One name to watch for that might come as a package deal if he’s not elevated to Kingston’s old spot? USF pitching coach Billy Mohl, who played for and coached with Kingston at Tulane and has been with him ever since.

“Mohl has turned the pitching staff into a force to be reckoned with in his three years here,” Nathan Bond, from our sister site, The Daily Stampede, told me. “He turned football player turned pitcher Tommy Eveld into a shutdown closer who ultimately got drafted in 2016 and is tearing it up. He also coached former closer Jimmy Herget who was selected to the MLB Futures Game this year.”

Eveld “tearing it up”? You can say that again. The 23-year-old, in the Diamondbacks organization after Arizona took him in the ninth round, was 2-1 with a 1.86 ERA in 29 innings with their Short Season A-ball team in Hillsboro, Oregon last year. This year, he has an 0.98(!) in 33.1 innings with Kane County in the Class A Midwest League. Herget’s been decent in AA and AAA ball thus far in 2017, holding a 2.70 ERA in 36.2 innings out of the pen.

That lends itself to the fact that Kingston and his staff have built this program on strong arms. USF pitching had a 3.24 staff ERA, tenth in the country. They struck out 620 men, the fifth highest total in the country. Their 10.9 Ks-per-9 ratio was best in Division 1, while their K/BB ratio of 2.74 was in the top 25 nationally. While their ERA was more than a run higher in 2016, they still were top 10 in Ks-per-9 and top 20 in strikeouts.

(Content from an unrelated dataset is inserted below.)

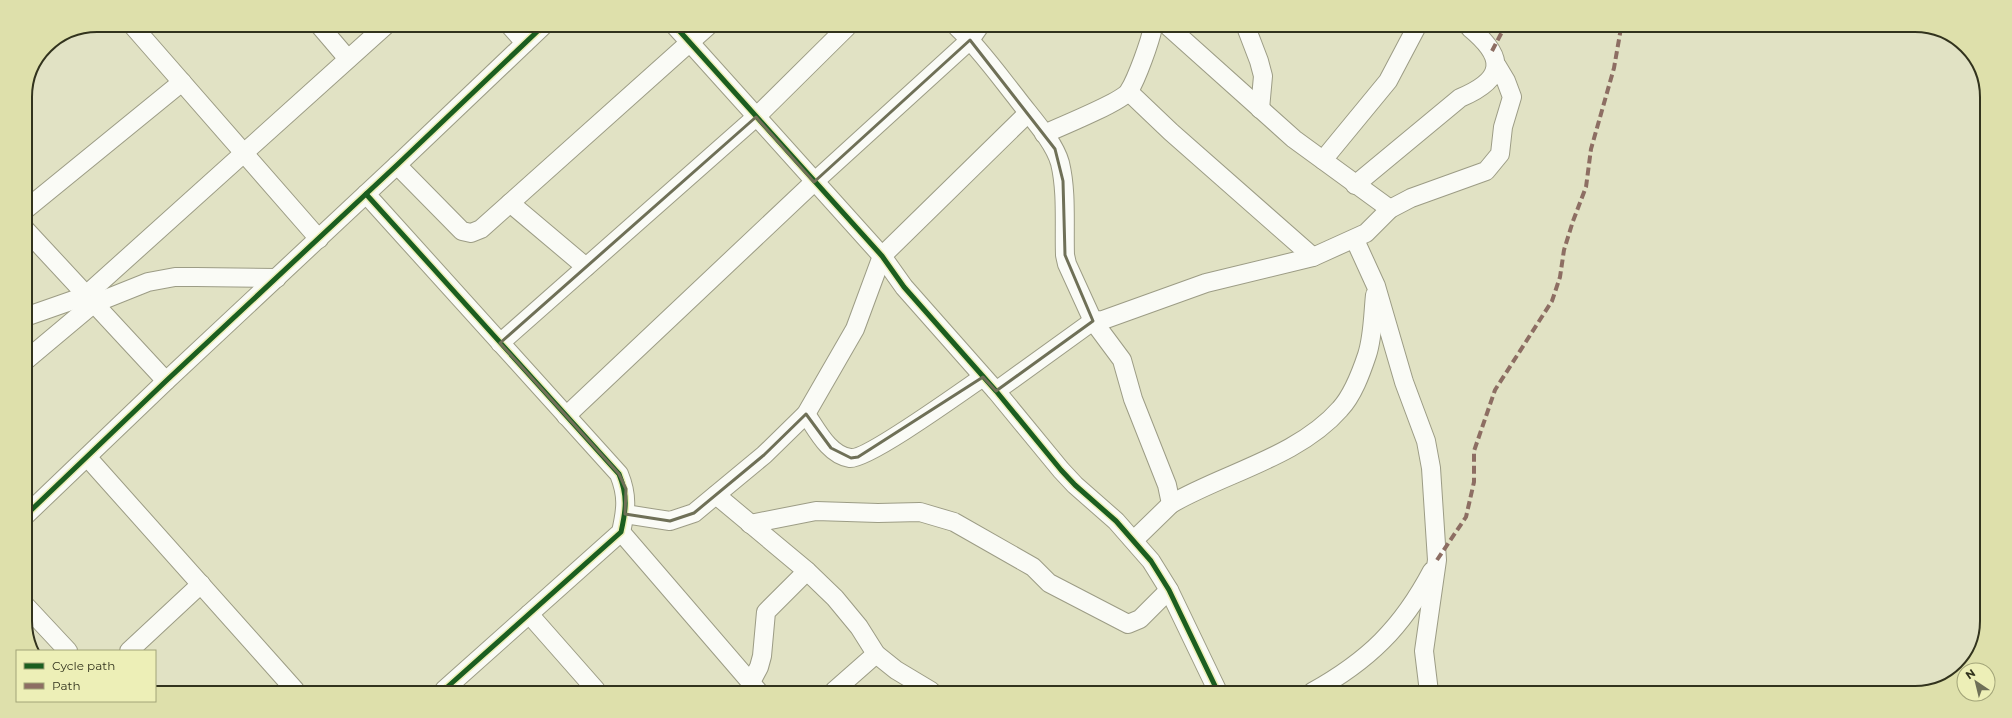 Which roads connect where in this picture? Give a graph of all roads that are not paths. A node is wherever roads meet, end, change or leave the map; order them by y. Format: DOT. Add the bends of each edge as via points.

Games won on great pitching. What program does that remind you of?

So, in short:

  • Kingston saw immediate success in his first years at his previous stops and was able to sustain it, largely. At ISU, keeping them at the top of The Valley, even if they didn’t make regionals, was enough because it was far from a premier job. The same could probably be said about USF to at least some extent. At South Carolina, if he gets the team back to regionals in year one and no further (considering the Gamecocks have missed it twice in three seasons), he’ll be OK, but he’ll face immense pressure to get them beyond that point in future years. Whether he can do it and keep cool in what is one of the most demanding jobs in college baseball is one of my main concerns, but he deserves a fair shake along with anyone else.
  • He can recruit. Selling a program with a rabid fanbase, great facilities, a couple of national championship trophies in the case and the opportunity to play in the best baseball conference in the country - things he didn’t have at his previous stops? Not a whole lot of arm twisting required, I think. “(He) left the cupboard well stocked for the next coach. Kingston can recruit with the best of them,” Nathan Bond told me.
  • He values great pitching. He had plenty of it at previous stops. He’ll be able to restock the cupboard before long based on his and Mohl’s (if he comes here) track record of recruiting and development.

I’m on board. And while he’ll have a lot to prove to a skeptical fanbase, all they should give him is a chance. Who knows? He could be a home run.